But his mind was ere long turned to another subject. His friend Dean Stanley had asked him the year before to give the evening address in Westminster Abbey on Christian Missions. Max Muller had then declined, but the Dean again urged his request this year. It was a bold step on the Dean's part, who had, however, ascertained that it was perfectly legal. He took the opinion on this point of Lord Coleridge, the Lord Chief Justice of England, who replied, 'It is perfectly legal, but whether it is expedient!' 'I did not ask your opinion on that point,' rejoined the intrepid little Dean. It needed no small courage in Max Muller to accept; but having ascertained from the Dean that it was legal, he now no longer hesitated, feeling it would put him in a position to say things that had long weighed on him. Having once made up his mind, he was perfectly unmoved by the storm it raised, and set about preparing his discourse with his usual tranquil self-possession and power of detaching himself from public opinion.
To R. B. D. Morier, Esq.
November 3.
'My dear Morier,—We had our orgie at All Souls last night, and I thought of you when I was presiding as Sub-Warden (the Warden being ill), supported by two noble lords, Lord Devon and Lord Bathurst, and proposing the different healths of the evening. I also thought of Bellum's and all that. Don't you think it is time for me to leave, having reached this exalted pinnacle?'
On December 2 the Max Mullers went to the Deanery at Westminster, and the next day the Lay Sermon was delivered. Charles Kingsley, Theodore Walrond, and Sir Charles Trevelyan dined and attended the service. It was very nervous work, both for the lecturer and many of his hearers, but his voice was clear and carried far, and his earnest, reverent manner impressed the vast congregation from the first moment. To one who for long years had wished that he could have an opportunity of uttering the great truths which were the foundation of his own life, other than that afforded by the Royal Institution, it was a unique moment, and a glance at his quiet, self-possessed face, showed that he was equal to the great task, and stilled all feeling of anxiety.

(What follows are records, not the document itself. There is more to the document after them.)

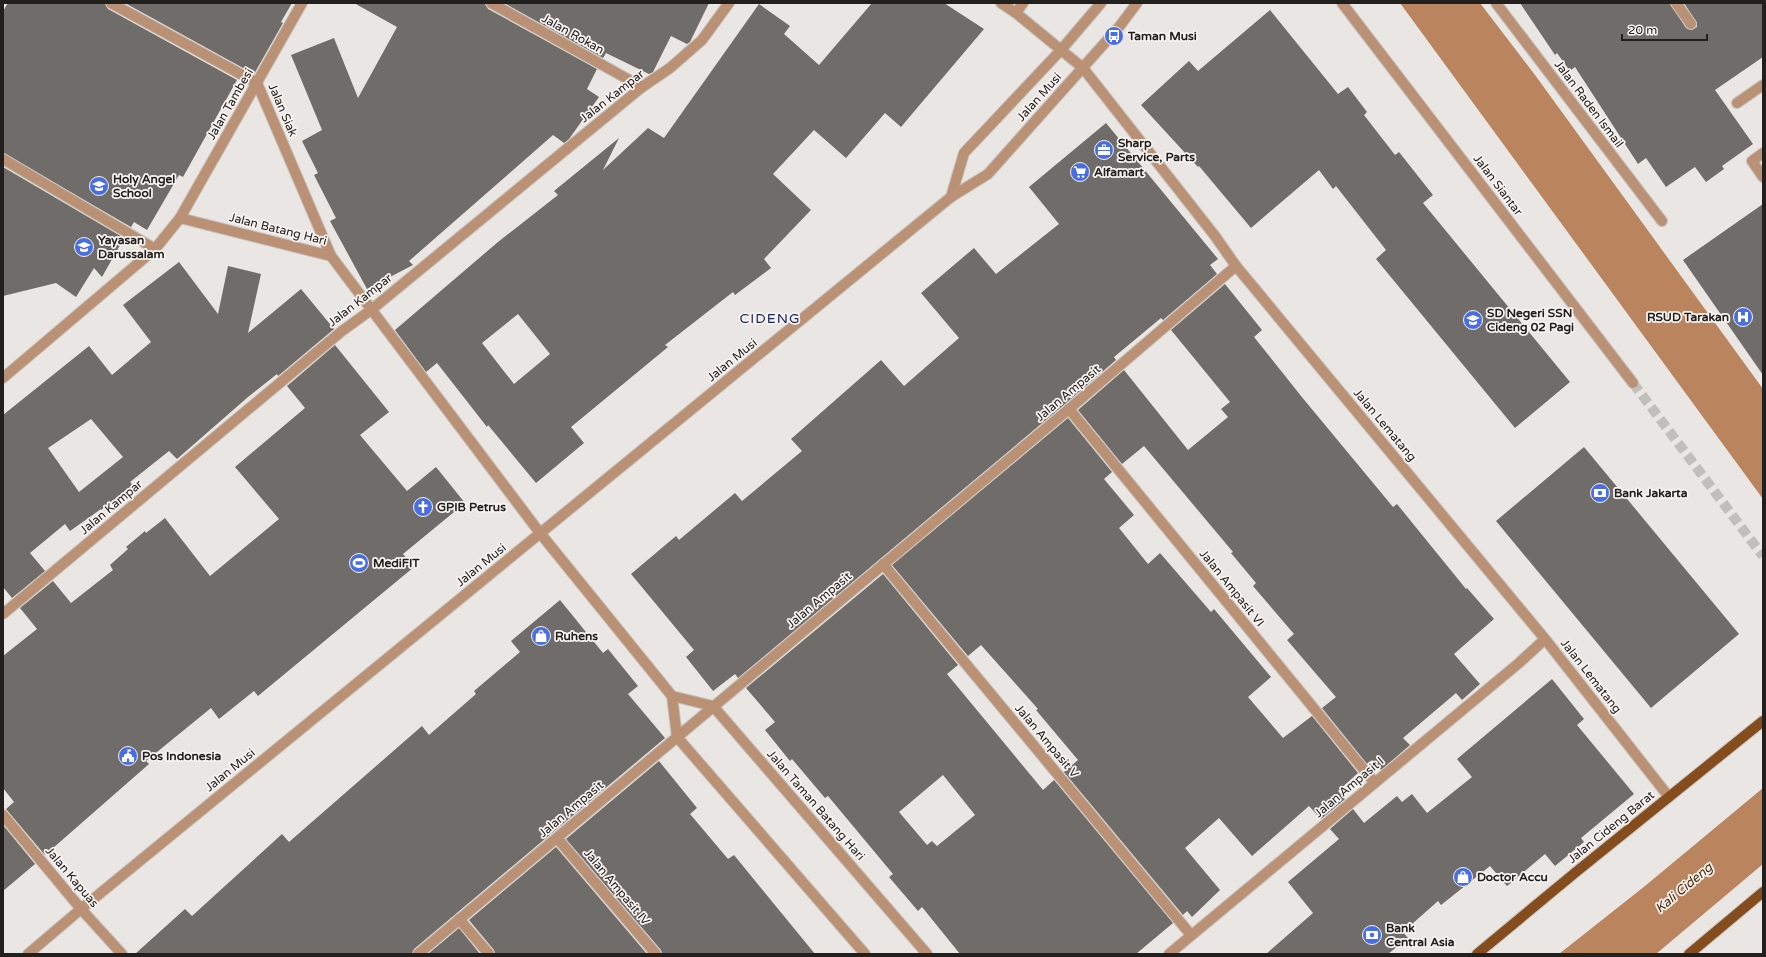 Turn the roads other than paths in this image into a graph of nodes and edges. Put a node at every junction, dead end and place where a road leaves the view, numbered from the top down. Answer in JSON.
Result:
{"nodes":[{"id":1,"x":111,"y":3,"type":"edge"},
{"id":2,"x":302,"y":3,"type":"edge"},
{"id":3,"x":491,"y":3,"type":"edge"},
{"id":4,"x":729,"y":3,"type":"edge"},
{"id":5,"x":1001,"y":3,"type":"edge"},
{"id":6,"x":1023,"y":3,"type":"edge"},
{"id":7,"x":1101,"y":3,"type":"edge"},
{"id":8,"x":1136,"y":3,"type":"edge"},
{"id":9,"x":1342,"y":3,"type":"edge"},
{"id":10,"x":1496,"y":3,"type":"edge"},
{"id":11,"x":1676,"y":3,"type":"edge"},
{"id":12,"x":1016,"y":13,"type":"junction"},
{"id":13,"x":1691,"y":24,"type":"dead end"},
{"id":14,"x":1061,"y":50,"type":"junction"},
{"id":15,"x":1083,"y":68,"type":"junction"},
{"id":16,"x":257,"y":83,"type":"junction"},
{"id":17,"x":1763,"y":85,"type":"edge"},
{"id":18,"x":642,"y":87,"type":"junction"},
{"id":19,"x":1737,"y":103,"type":"dead end"},
{"id":20,"x":1763,"y":153,"type":"edge"},
{"id":21,"x":3,"y":159,"type":"edge"},
{"id":22,"x":1763,"y":177,"type":"edge"},
{"id":23,"x":951,"y":197,"type":"junction"},
{"id":24,"x":180,"y":218,"type":"junction"},
{"id":25,"x":1662,"y":221,"type":"dead end"},
{"id":26,"x":155,"y":249,"type":"junction"},
{"id":27,"x":331,"y":256,"type":"junction"},
{"id":28,"x":1236,"y":266,"type":"junction"},
{"id":29,"x":371,"y":310,"type":"junction"},
{"id":30,"x":3,"y":378,"type":"edge"},
{"id":31,"x":1633,"y":383,"type":"tunnel mouth"},
{"id":32,"x":1069,"y":410,"type":"junction"},
{"id":33,"x":540,"y":533,"type":"junction"},
{"id":34,"x":883,"y":564,"type":"junction"},
{"id":35,"x":3,"y":614,"type":"edge"},
{"id":36,"x":1545,"y":639,"type":"junction"},
{"id":37,"x":672,"y":696,"type":"junction"},
{"id":38,"x":713,"y":706,"type":"junction"},
{"id":39,"x":1763,"y":721,"type":"edge"},
{"id":40,"x":677,"y":737,"type":"junction"},
{"id":41,"x":1374,"y":782,"type":"junction"},
{"id":42,"x":1669,"y":797,"type":"junction"},
{"id":43,"x":3,"y":815,"type":"edge"},
{"id":44,"x":557,"y":838,"type":"junction"},
{"id":45,"x":1763,"y":892,"type":"edge"},
{"id":46,"x":81,"y":909,"type":"junction"},
{"id":47,"x":459,"y":919,"type":"junction"},
{"id":48,"x":1192,"y":935,"type":"junction"},
{"id":49,"x":28,"y":954,"type":"edge"},
{"id":50,"x":122,"y":954,"type":"edge"},
{"id":51,"x":418,"y":954,"type":"edge"},
{"id":52,"x":489,"y":954,"type":"edge"},
{"id":53,"x":656,"y":954,"type":"edge"},
{"id":54,"x":865,"y":954,"type":"edge"},
{"id":55,"x":927,"y":954,"type":"edge"},
{"id":56,"x":1169,"y":954,"type":"edge"},
{"id":57,"x":1477,"y":954,"type":"edge"},
{"id":58,"x":1689,"y":954,"type":"edge"}],
"edges":[{"from":1,"to":16,"type":"street","name":"Jalan Siak"},
{"from":2,"to":16,"type":"street","name":"Jalan Tambesi"},
{"from":3,"to":18,"type":"street","name":"Jalan Rokan"},
{"from":4,"to":18,"type":"street","name":"Jalan Kampar"},
{"from":5,"to":12,"type":"street","name":"Jalan Lematang"},
{"from":6,"to":12,"type":"street"},
{"from":7,"to":14,"type":"street","name":"Jalan Musi"},
{"from":8,"to":15,"type":"street","name":"Jalan Musi"},
{"from":9,"to":31,"type":"street","name":"Jalan Siantar"},
{"from":10,"to":25,"type":"street","name":"Jalan Raden Ismail"},
{"from":11,"to":13,"type":"street"},
{"from":12,"to":14,"type":"street","name":"Jalan Lematang"},
{"from":14,"to":15,"type":"street","name":"Jalan Lematang"},
{"from":14,"to":23,"type":"street","name":"Jalan Musi"},
{"from":15,"to":23,"type":"street","name":"Jalan Musi"},
{"from":15,"to":28,"type":"street","name":"Jalan Lematang"},
{"from":16,"to":24,"type":"street","name":"Jalan Tambesi"},
{"from":16,"to":27,"type":"street","name":"Jalan Siak"},
{"from":17,"to":19,"type":"street"},
{"from":18,"to":29,"type":"street","name":"Jalan Kampar"},
{"from":20,"to":22,"type":"street"},
{"from":21,"to":26,"type":"street"},
{"from":23,"to":33,"type":"street","name":"Jalan Musi"},
{"from":24,"to":26,"type":"street"},
{"from":24,"to":27,"type":"street","name":"Jalan Batang Hari"},
{"from":26,"to":30,"type":"street"},
{"from":27,"to":29,"type":"street","name":"Jalan Batang Hari"},
{"from":28,"to":32,"type":"street","name":"Jalan Ampasit"},
{"from":28,"to":36,"type":"street","name":"Jalan Lematang"},
{"from":29,"to":33,"type":"street","name":"Jalan Batang Hari"},
{"from":29,"to":35,"type":"street","name":"Jalan Kampar"},
{"from":32,"to":34,"type":"street","name":"Jalan Ampasit"},
{"from":32,"to":41,"type":"street","name":"Jalan Ampasit VI"},
{"from":33,"to":37,"type":"street"},
{"from":33,"to":46,"type":"street","name":"Jalan Musi"},
{"from":34,"to":38,"type":"street","name":"Jalan Ampasit"},
{"from":34,"to":48,"type":"street","name":"Jalan Ampasit V"},
{"from":36,"to":41,"type":"street","name":"Jalan Ampasit I"},
{"from":36,"to":42,"type":"street","name":"Jalan Lematang"},
{"from":37,"to":38,"type":"street"},
{"from":37,"to":40,"type":"street"},
{"from":38,"to":40,"type":"street","name":"Jalan Ampasit"},
{"from":38,"to":55,"type":"street","name":"Jalan Taman Batang Hari"},
{"from":39,"to":42,"type":"main road","name":"Jalan Cideng Barat"},
{"from":40,"to":44,"type":"street","name":"Jalan Ampasit"},
{"from":40,"to":54,"type":"street"},
{"from":41,"to":48,"type":"street","name":"Jalan Ampasit I"},
{"from":42,"to":57,"type":"main road","name":"Jalan Cideng Barat"},
{"from":43,"to":46,"type":"street","name":"Jalan Kapuas"},
{"from":44,"to":47,"type":"street","name":"Jalan Ampasit"},
{"from":44,"to":53,"type":"street","name":"Jalan Ampasit IV"},
{"from":45,"to":58,"type":"main road"},
{"from":46,"to":49,"type":"street","name":"Jalan Musi"},
{"from":46,"to":50,"type":"street","name":"Jalan Kapuas"},
{"from":47,"to":51,"type":"street","name":"Jalan Ampasit"},
{"from":47,"to":52,"type":"street"},
{"from":48,"to":56,"type":"street","name":"Jalan Ampasit I"}]} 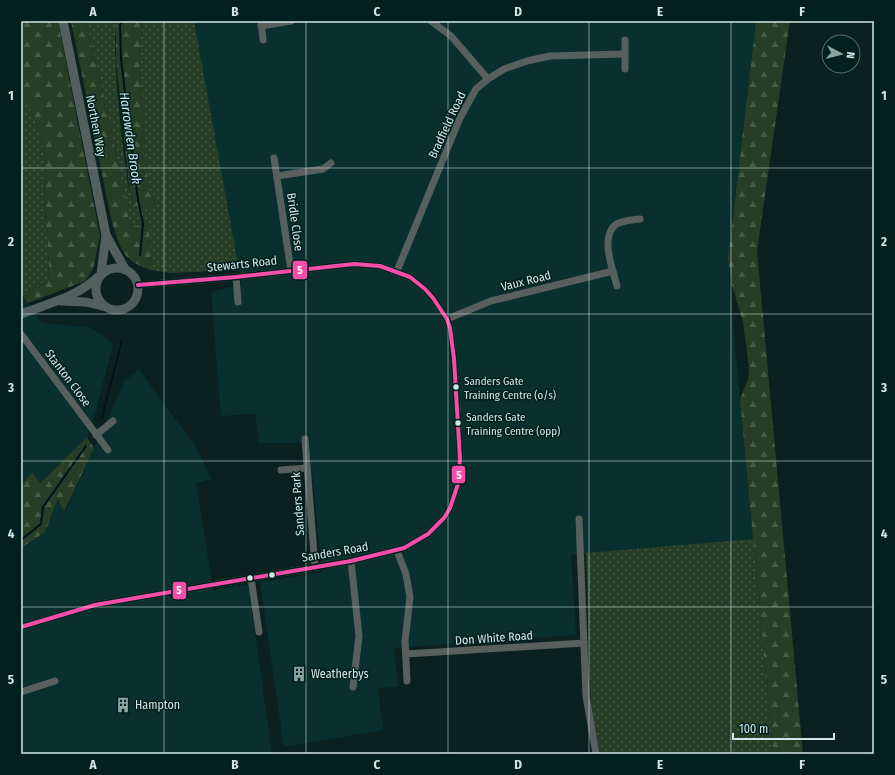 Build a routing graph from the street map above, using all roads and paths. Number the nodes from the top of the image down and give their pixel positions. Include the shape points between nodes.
1 (63, 21) edge
2 (291, 21) edge
3 (431, 21) edge
4 (261, 24) edge
5 (263, 40) dead end
6 (625, 40) dead end
7 (624, 54) junction
8 (625, 68) dead end
9 (488, 79) junction
10 (274, 158) dead end
11 (331, 163) dead end
12 (277, 176) junction
13 (640, 219) dead end
14 (106, 235) junction
15 (125, 269) junction
16 (291, 271) junction
17 (397, 271) junction
18 (614, 271) junction
19 (100, 275) junction
20 (236, 277) junction
21 (138, 285) junction
22 (617, 286) dead end
23 (60, 301) junction
24 (238, 302) dead end
25 (106, 307) junction
26 (21, 314) edge
27 (447, 319) junction
28 (21, 334) edge
29 (113, 421) dead end
30 (96, 435) junction
31 (305, 439) dead end
32 (108, 450) dead end
33 (307, 468) junction
34 (281, 470) dead end
35 (579, 519) dead end
36 (397, 551) junction
37 (352, 561) junction
38 (315, 567) junction
39 (251, 578) junction
40 (21, 627) edge
41 (259, 632) dead end
42 (584, 644) junction
43 (406, 654) junction
44 (407, 680) dead end
45 (55, 681) dead end
46 (353, 687) dead end
47 (21, 692) edge
48 (596, 754) edge

1 - 14 main road, Northen Way
2 - 4 street
3 - 9 street via 451,36
4 - 5 street
6 - 7 street
7 - 8 street
7 - 9 street, Bradfield Road via 550,56 504,70
9 - 17 street, Bradfield Road via 476,89 460,118
10 - 12 street, Bridle Close
11 - 12 street via 324,169
12 - 16 street, Bridle Close
13 - 18 street via 615,225 610,232 609,250
14 - 15 main road, Northen Way
14 - 19 main road, Northen Way
15 - 19 main road via 112,268
15 - 21 main road via 134,275
16 - 17 street, Stewarts Road via 354,264 380,266
16 - 20 street, Stewarts Road
17 - 27 street, Stewarts Road via 425,289
18 - 22 street
18 - 27 street, Vaux Road via 490,301
19 - 23 main road via 78,293
19 - 25 main road via 96,293 99,301
20 - 21 street, Stewarts Road
20 - 24 street
21 - 25 main road via 136,297 129,307 121,310
23 - 25 main road via 86,302
23 - 26 main road
27 - 36 street, Sanders Road via 454,359 460,459 458,484 450,508 436,526 420,540
28 - 30 street, Stanton Close
29 - 30 street
30 - 32 street, Stanton Close
31 - 33 street, Sanders Park
33 - 34 street
33 - 38 street, Sanders Park
35 - 42 street
36 - 37 street, Sanders Road
36 - 43 street via 406,574 410,597
37 - 38 street, Sanders Road
37 - 46 street via 359,636
38 - 39 street, Sanders Road
39 - 40 street, Sanders Road via 95,605
39 - 41 street
42 - 43 street, Don White Road
42 - 48 street via 587,713
43 - 44 street
45 - 47 street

The next day both the congratulations and vituperations began; the latter made little impression. On his way home Max Muller met Dr. Liddon, who wrung his hand, saying, 'I rejoice from my heart that you have been helping us.' The author of The Childhood of Religion wrote:—
'I must thank you for your noble words in the Abbey last week, to which it was my delight to listen. I am sure they will do great good in directing attention to the place each faith has had in the order of this divinely-governed world.'
To The Dean of Westminster.
Parks End, Oxford, December 11, 1873.
'My dear Stanley,—So the work is done. I hope it may produce some good effect! I may tell you now that I never felt so nervous in my life before, but I had perfect confidence in you, that you would not have asked me unless you felt it ought to be done, and could be done. All the people I see here seem to acquiesce, but of course I have no opportunity of hearing their real opinion. Ruskin was truly pleased, and I believe would like to lecture himself. I wish the University Sermons could be opened to laymen—there seems to be no reason why they should not. Are you aware that in the Greek Church it is by no means unusual for laymen to occupy the pulpit? I read your sermon to-day—I had hardly heard it in the Abbey, I felt so excited. I like it very much. Did you see the new ending to my lecture? I felt there was something wanting to make the ending less abrupt, and as I am not likely to have another opportunity soon, I thought I might as well say all I had to say. Ever yours.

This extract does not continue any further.